Let me tell you a couple of horrible secrets. I’ll start by showing you a photograph.

This is me, a long time ago. I had a flat chest and protruding ears. If you look closely, you can see that I once had hope in my eyes and fire in my soul. Today, both the hope and the fire are gone. Wiped out by years of institutionalization.

Here’s a second photograph. Oh, I see you flinching. That’s understandable. It is, after all, a photograph of you. Your own mug shot, taken recently. You don’t look too bad here. Blond hair cascading down your shoulders, impressive tits. Guess what? I’m going to transform myself so I’ll look exactly like you. I’m going to bleach my hair and get boobs like yours.

Is that a frown I see on your forehead? You don’t get it, do you? You’re wondering: Why would I want to look like you?

Let me explain. I remember everything. Really, I do. I’m the only person in this world who remembers her past. All of it. Mostly in vivid detail. I’m not kidding. And that makes me pretty damned special.

You don’t believe me, do you?

That’s understandable, too. Like the five billion Monos around us, you only remember what happened yesterday. You wake up each morning with facts in your head. Carefully curated information about yourself and other people. You stagger from your bed to the iDiary on your gleaming kitchen counter. To that electronic device of yours, your meager lifeline to the past. Desperate to learn the few pitiful details you’ve written down the night before. Eager to add them to your memories of what happened yesterday—and to the other cold, sterile facts you’ve learned about yourself.

Pretty rubbish, isn’t it?

And you’re even used to this, aren’t you? Because you’ve been doing it since the age of eighteen, after your hapless little brain switched itself off. No wonder you’re envious of the few Duos whose short-term memories are slightly better than yours. But you are all the same.

Equally pathetic.

Let me add a simple truth, since you’re getting to know the real me.
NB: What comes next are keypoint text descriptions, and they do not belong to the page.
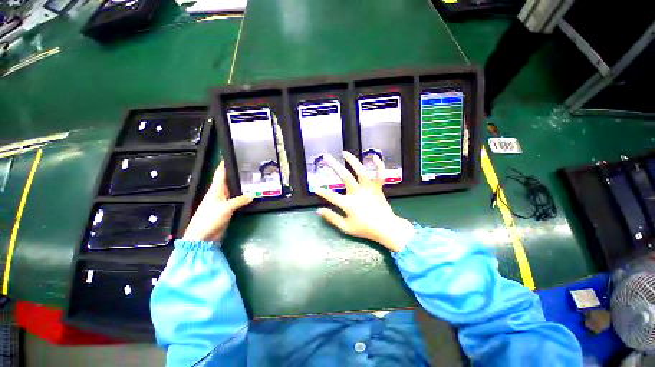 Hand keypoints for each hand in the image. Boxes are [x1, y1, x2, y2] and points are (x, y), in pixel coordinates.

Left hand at [182, 161, 253, 240]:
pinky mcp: (228, 209)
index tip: (231, 155)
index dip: (224, 164)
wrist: (202, 236)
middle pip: (228, 180)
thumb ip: (239, 200)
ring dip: (241, 185)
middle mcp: (220, 193)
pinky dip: (244, 196)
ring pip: (234, 190)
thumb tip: (253, 194)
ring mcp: (224, 201)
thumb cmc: (209, 218)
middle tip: (250, 167)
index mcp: (215, 189)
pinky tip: (251, 194)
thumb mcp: (225, 208)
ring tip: (253, 178)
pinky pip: (237, 200)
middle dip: (237, 173)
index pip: (220, 173)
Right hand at [315, 152, 414, 251]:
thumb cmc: (365, 229)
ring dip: (353, 161)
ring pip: (361, 171)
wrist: (386, 228)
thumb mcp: (346, 227)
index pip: (331, 196)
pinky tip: (374, 156)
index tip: (315, 187)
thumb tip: (318, 210)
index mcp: (349, 204)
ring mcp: (369, 189)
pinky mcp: (378, 188)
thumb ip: (332, 218)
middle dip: (334, 166)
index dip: (322, 191)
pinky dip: (379, 165)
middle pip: (345, 177)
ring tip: (345, 153)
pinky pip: (380, 174)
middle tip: (326, 157)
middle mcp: (358, 193) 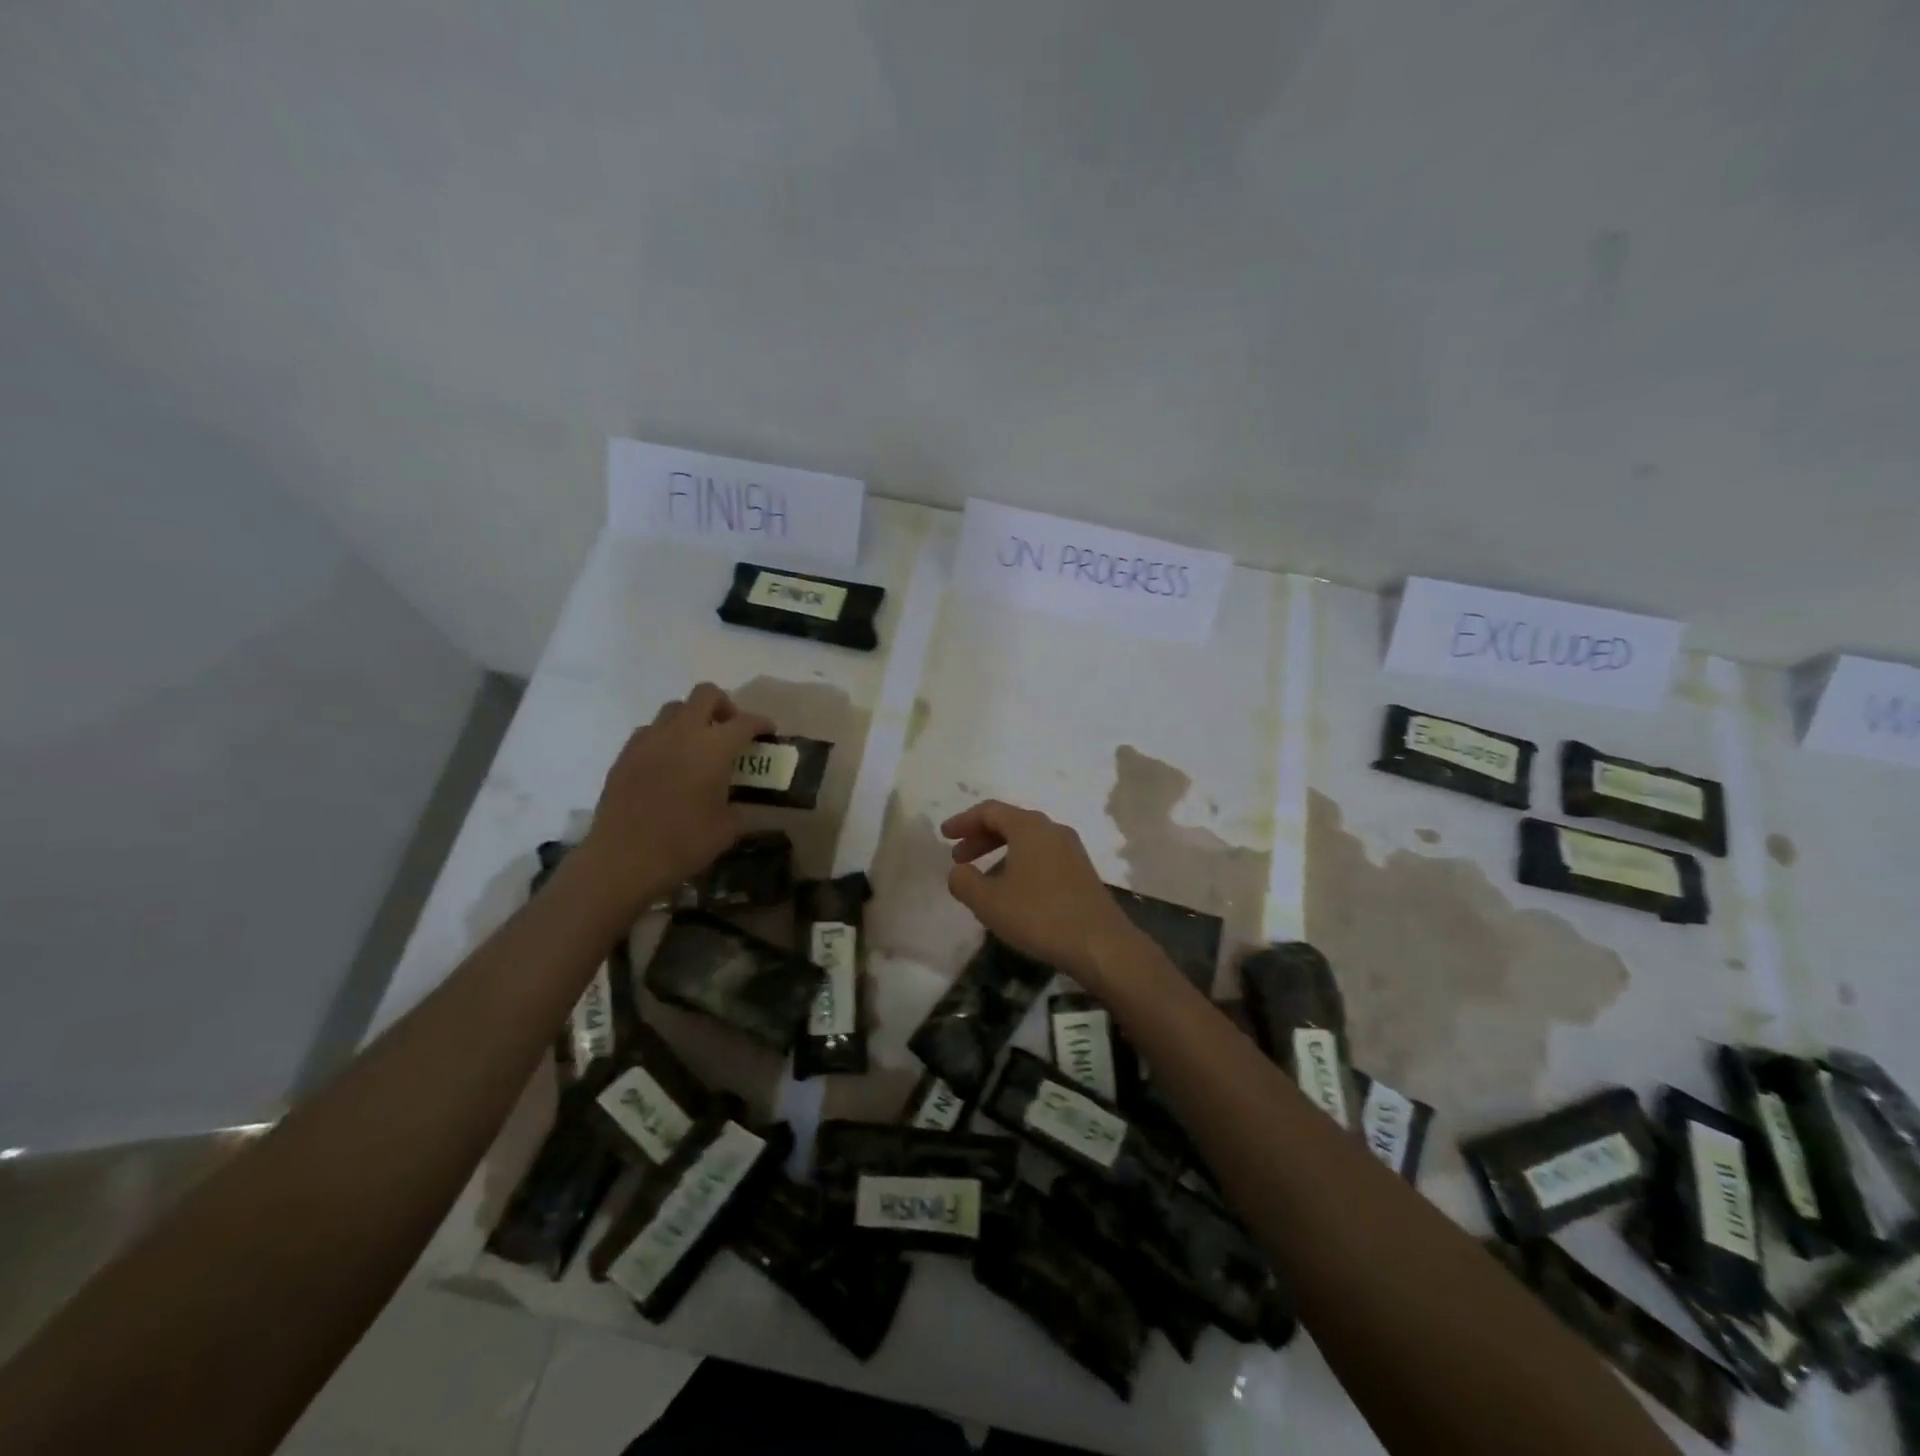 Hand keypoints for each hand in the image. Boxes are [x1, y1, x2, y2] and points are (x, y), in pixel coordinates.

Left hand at [578, 683, 772, 907]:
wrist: (623, 859)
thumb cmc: (684, 843)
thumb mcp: (727, 829)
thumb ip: (737, 807)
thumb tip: (737, 804)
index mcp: (714, 747)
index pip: (745, 722)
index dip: (761, 724)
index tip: (768, 732)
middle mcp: (682, 732)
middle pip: (706, 695)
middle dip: (724, 706)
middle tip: (730, 730)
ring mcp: (649, 740)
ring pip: (675, 709)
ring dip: (692, 719)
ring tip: (697, 746)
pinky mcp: (625, 754)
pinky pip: (650, 731)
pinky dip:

When you remember everything, you recall what other people have done to you (even if they don’t remember it themselves). Down to the smallest, most gruesome detail. Which causes you to desire vengeance if they’ve hurt you bad. Like, really, really bad. Like, say, if they caused you to end up in a mental asylum for seventeen years. It makes you yearn, during the darkest hours of the night when the moon’s smile has faded and the owls have fallen silent, to set matters straight.

When you remember everything, you will also get away with everything. Like revenge, for instance.

Fucking convenient, isn’t it?

This is precisely why I, Sophia Alyssa Ayling, will get away with it.

Vengeance would be nice. Especially in view of what you’ve done to me. All the terrible little things you’ve been guilty of over the years. I recall each and every one of them. It’s the sum total of remembered grievances that makes hatred potent. Oh, yes. The act of revenge will be easy.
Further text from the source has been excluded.